Raw data: Begin

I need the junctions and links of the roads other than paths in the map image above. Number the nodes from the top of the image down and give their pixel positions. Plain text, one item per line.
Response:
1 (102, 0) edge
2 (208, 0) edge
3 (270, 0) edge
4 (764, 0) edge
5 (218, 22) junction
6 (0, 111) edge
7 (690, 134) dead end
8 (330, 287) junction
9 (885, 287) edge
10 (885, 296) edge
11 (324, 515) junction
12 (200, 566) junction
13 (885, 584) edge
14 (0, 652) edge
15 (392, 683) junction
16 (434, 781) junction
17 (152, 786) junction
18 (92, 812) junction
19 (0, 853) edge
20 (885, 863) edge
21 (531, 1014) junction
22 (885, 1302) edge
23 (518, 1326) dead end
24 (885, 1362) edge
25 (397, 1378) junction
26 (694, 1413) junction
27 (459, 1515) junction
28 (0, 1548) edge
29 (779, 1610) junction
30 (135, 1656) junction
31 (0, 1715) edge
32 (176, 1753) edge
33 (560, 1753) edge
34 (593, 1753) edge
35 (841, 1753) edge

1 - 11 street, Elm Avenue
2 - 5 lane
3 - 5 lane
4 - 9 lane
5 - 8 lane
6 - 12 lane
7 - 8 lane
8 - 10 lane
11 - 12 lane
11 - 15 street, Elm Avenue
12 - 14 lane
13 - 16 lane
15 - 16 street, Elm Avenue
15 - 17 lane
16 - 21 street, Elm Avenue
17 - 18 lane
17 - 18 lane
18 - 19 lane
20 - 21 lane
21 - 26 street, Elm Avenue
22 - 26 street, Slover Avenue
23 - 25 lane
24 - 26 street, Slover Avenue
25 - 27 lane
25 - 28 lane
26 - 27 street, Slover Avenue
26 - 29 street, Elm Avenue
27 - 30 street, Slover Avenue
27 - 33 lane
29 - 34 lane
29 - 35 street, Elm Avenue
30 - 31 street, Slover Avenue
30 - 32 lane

Raw data: End

Exercise — The answer must consist of each line in the entries above that includes "dead".

Exercise result —
7 (690, 134) dead end
23 (518, 1326) dead end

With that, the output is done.